### Material supplied:
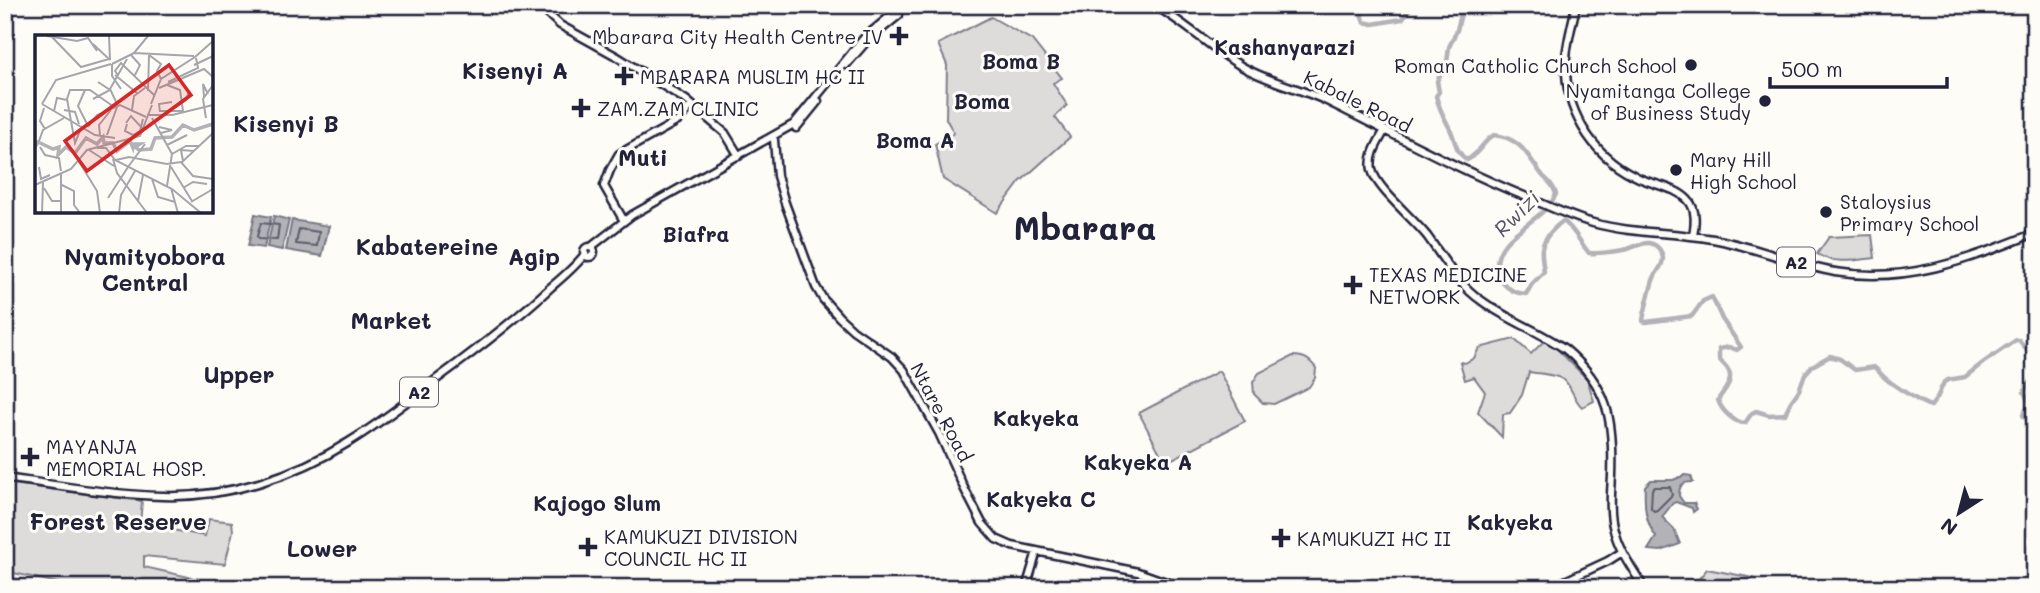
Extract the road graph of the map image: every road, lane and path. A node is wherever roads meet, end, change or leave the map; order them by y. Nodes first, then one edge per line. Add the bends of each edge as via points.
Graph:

---

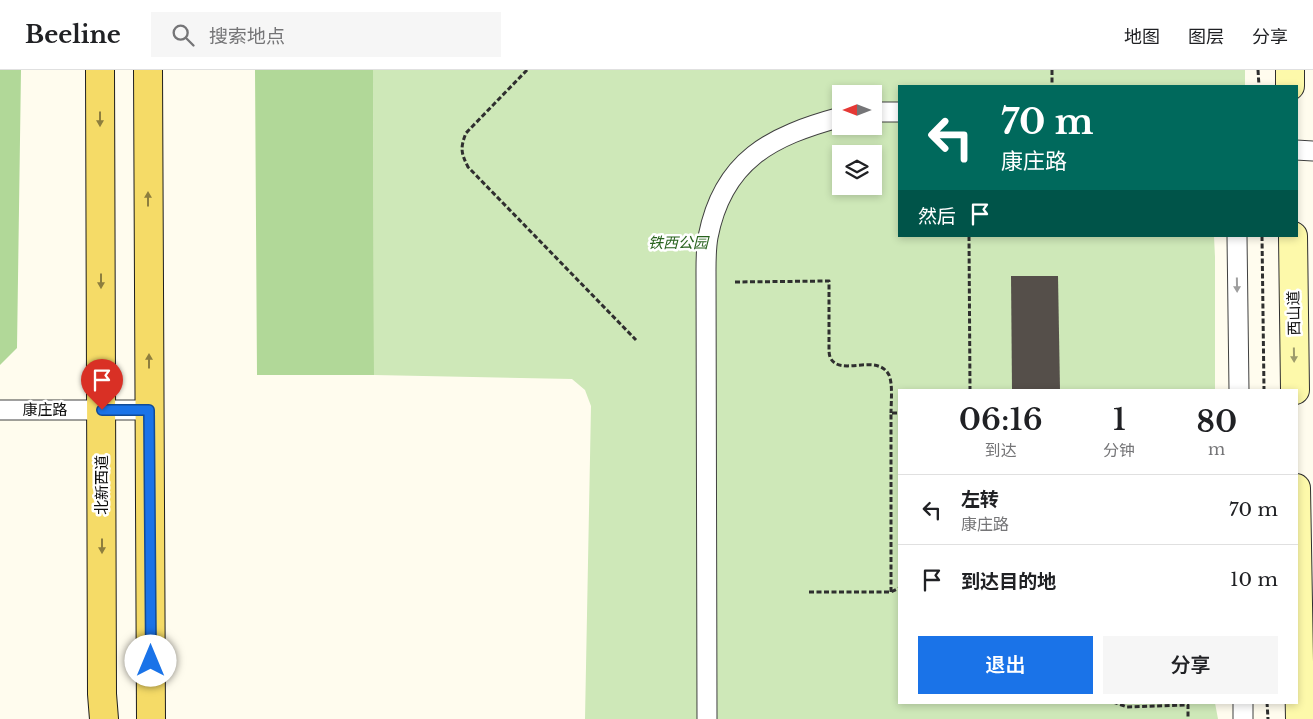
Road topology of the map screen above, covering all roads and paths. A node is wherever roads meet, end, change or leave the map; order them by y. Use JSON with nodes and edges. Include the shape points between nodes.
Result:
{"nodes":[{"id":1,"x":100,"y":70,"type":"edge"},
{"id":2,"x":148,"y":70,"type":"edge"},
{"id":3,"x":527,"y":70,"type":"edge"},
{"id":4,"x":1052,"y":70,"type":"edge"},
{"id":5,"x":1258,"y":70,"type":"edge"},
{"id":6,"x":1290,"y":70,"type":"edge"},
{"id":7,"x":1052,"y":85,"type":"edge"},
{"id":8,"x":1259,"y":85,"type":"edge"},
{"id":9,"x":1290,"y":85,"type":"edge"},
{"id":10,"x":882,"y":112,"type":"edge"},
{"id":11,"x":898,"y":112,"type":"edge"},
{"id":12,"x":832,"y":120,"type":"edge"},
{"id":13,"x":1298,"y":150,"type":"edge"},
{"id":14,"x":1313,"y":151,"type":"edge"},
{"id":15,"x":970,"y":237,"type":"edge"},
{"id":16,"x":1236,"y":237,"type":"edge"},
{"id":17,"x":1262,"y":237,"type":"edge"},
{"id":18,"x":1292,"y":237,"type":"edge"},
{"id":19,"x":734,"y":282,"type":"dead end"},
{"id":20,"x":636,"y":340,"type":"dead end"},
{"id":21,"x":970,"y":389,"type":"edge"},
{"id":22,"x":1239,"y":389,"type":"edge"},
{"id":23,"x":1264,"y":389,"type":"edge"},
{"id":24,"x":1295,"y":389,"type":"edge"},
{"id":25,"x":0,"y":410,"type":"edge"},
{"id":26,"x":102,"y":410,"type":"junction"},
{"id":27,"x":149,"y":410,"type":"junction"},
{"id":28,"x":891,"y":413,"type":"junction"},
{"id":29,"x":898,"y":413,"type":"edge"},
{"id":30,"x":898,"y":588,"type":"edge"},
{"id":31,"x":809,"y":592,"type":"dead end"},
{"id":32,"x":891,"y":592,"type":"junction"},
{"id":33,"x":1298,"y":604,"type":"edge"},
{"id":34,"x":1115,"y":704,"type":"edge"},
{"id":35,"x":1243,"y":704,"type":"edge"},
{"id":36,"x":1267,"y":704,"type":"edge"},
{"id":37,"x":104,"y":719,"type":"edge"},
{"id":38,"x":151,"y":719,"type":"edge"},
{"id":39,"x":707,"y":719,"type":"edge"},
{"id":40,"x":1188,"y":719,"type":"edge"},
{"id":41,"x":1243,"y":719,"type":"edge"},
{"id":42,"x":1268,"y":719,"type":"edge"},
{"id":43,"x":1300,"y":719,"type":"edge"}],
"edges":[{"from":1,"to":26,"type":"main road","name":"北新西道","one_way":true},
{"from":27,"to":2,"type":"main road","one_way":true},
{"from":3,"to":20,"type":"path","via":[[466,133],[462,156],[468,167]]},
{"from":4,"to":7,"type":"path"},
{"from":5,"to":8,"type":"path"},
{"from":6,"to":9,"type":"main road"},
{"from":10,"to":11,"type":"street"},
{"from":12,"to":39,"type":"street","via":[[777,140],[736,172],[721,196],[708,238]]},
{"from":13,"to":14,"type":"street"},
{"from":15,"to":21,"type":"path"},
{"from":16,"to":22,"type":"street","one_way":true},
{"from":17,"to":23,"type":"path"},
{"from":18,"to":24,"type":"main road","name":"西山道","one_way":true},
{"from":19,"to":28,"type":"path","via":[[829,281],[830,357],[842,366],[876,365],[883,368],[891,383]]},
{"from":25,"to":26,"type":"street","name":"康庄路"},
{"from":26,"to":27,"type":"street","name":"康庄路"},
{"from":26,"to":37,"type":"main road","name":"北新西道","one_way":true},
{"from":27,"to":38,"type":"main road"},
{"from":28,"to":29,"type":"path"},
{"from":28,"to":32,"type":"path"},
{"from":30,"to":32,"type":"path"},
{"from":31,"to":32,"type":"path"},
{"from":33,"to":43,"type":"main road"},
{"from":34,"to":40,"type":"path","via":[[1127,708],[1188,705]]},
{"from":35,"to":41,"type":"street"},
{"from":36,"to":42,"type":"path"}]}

### Your instructions:
Find the word "leave" in the records, and report each line that has it.

### Response:
Extract the road graph of the map image: every road, lane and path. A node is wherever roads meet, end, change or leave the map; order them by y. Nodes first, then one edge per line. Add the bends of each edge as via points.
Road topology of the map screen above, covering all roads and paths. A node is wherever roads meet, end, change or leave the map; order them by y. Use JSON with nodes and edges. Include the shape points between nodes.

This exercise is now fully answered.